With a recent film festival doing the rounds Garth has been to see two, and Susan to 14.

“I saw Arctic, an aviation story, and Roman Polanski’s The Ghost [also known as The Ghost Writer].

“I read a few lawyer books – Scott Turow and John Grisham in particular. My absolute favourite book is one of Turow’s called Presumed Innocent – part of the promotion was if you don’t like the book we’ll give you a refund. It’s a best seller, and was also a pretty good film, starring Harrison Ford.

“Scott Turow continues to practise as a partner in one of the prestigious US law firms Dentons. Grisham is a bit like eating candy floss, it’s fun at the time but an hour later you can’t remember what you were doing.

“I drive a 2013 Subaru XL and will have it for at least another 10 years.

“We have no pets because we live in an upstairs flat in Moray Place. I’ve never had a pet, but fancy having a dog or a couple of cats. I have lived in the central city for many years. Sue is trying to persuade me we should buy and accept a place that isn’t in the centre of town so I have agreed to make the move.

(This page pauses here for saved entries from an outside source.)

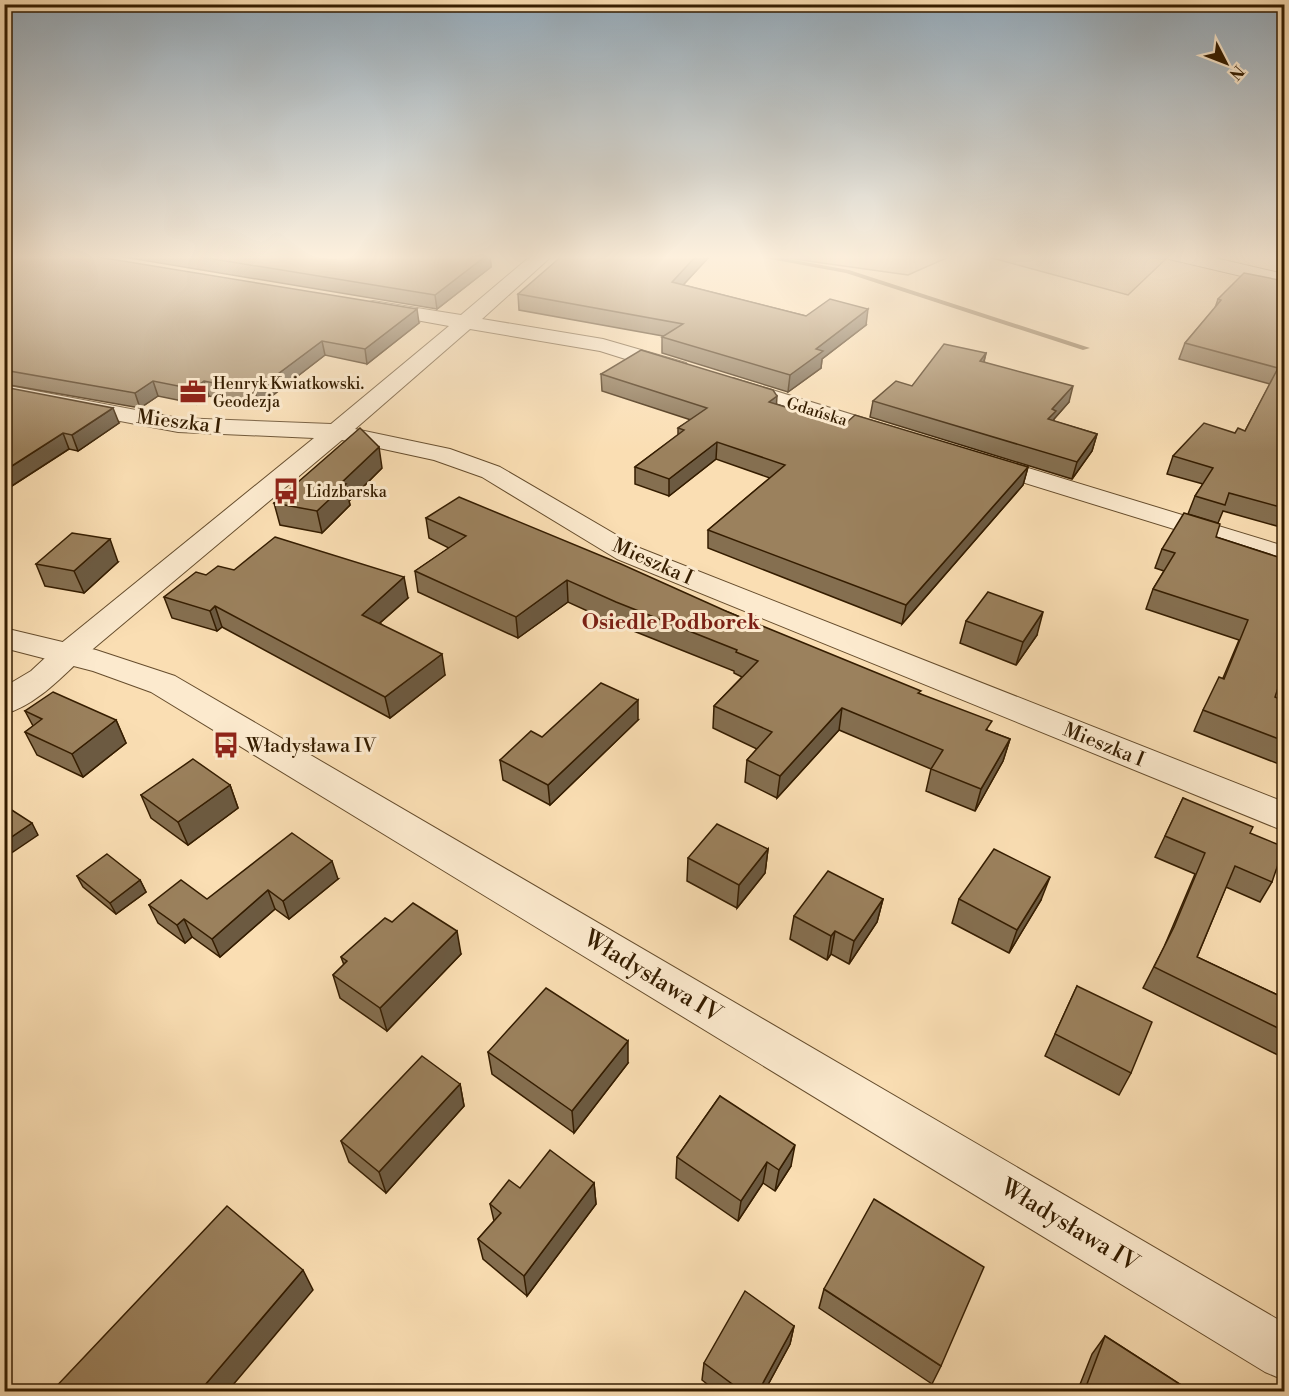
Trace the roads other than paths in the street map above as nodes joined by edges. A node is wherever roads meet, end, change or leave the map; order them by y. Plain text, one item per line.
1 (457, 320) edge
2 (468, 322) junction
3 (694, 373) edge
4 (717, 380) edge
5 (4, 392) edge
6 (337, 432) junction
7 (910, 440) edge
8 (966, 457) edge
9 (1284, 555) edge
10 (4, 638) edge
11 (70, 652) junction
12 (4, 704) edge
13 (1284, 817) edge
14 (1284, 1353) edge

1 - 2 street
2 - 3 street
2 - 6 street
4 - 7 street, Gdańska
5 - 6 street, Mieszka I
6 - 11 street
6 - 13 street, Mieszka I
8 - 9 street
10 - 11 street, Władysława IV
11 - 12 street
11 - 14 street, Władysława IV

“Dinner guests would include British military historian Sir Anthony Beevor, journalist and historian Sir Max Hastings, Roald Amundsen and Umberto Nobile. The last two are chalk and cheese but interesting guys. People say I have bland tastes in food, but I eat lean meat, apples and bananas and French bread so they might like that.

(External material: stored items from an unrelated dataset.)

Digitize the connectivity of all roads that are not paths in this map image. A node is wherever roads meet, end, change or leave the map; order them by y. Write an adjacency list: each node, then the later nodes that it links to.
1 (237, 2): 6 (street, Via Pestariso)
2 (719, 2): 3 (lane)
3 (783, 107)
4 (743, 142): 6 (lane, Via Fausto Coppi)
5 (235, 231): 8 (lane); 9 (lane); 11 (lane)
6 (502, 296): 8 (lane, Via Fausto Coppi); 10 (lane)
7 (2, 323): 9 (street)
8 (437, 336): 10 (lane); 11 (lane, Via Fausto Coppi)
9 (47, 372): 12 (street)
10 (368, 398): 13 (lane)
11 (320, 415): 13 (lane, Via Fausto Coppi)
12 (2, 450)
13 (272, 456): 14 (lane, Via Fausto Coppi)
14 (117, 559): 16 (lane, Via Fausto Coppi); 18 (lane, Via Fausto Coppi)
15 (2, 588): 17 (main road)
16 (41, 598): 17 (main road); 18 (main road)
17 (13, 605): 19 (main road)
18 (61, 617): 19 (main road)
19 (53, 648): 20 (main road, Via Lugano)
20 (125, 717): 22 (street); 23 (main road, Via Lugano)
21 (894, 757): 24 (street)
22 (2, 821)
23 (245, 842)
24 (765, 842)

“If I could make a living out of writing I would be totally happy to do that. You learn stuff.

“At the moment I’m becoming an expert on the Chaco War [1930s conflict between Bolivia and Paraguay] and I’ve got a sketch map I drew and it’s got all the main railways and rivers and notes of places of every battle in that war. And learning about Alfredo Stroessner, the former dictator of Paraguay for 34 years.”

The main character in Garth’s novel is Richard Haley, who was born in Dunedin. “He’s a 40-year-old mechanical engineer in the middle of the Depression so he goes out to Paraguay to work on their railways. But in a way I haven’t worked out yet how he ends up flying for them.

“I listen to but don’t play music - mid 60s to late 80s … Dire Straits, Talking Heads, The Police, Fat Boy Slim, Joy Division, Mike Oldfield’s Tubular Bells – his Five Miles Out album has a classic airplane from the 30s on the cover - a Lockheed 12 Electra Junior."

Blood-stained books

“Here’s a story. I share offices with Dave Brett, who took over the practice from Mike Guest.”

“Dave’s office is lined with law books and I was glancing at the back of the law books one day and I noticed some volumes of the New Zealand law reports from the 1950s were stained. They had been splashed with something.”

“I looked a bit closer and saw they were pockmarked. I got a letter opener and dug some stuff out and realised the stain was blood. They were parts of the bomb from the James Ward murder.”

“Not one of my cases have been famous, but all of them were important to the clients. Trumpism reminds us that liberal democracies die when the judges, lawyers and journalists fail to do their duty.

“I have been in a cold aeroplane in the middle of winter wishing I was in a warm court, but I have also been in a warm court wishing I was in a cold aeroplane.

“Sometimes when I was taking parachutists up the pilot has to wear a parachute, so I’ve worn a parachute to work and there have been times I wished I had one in court.”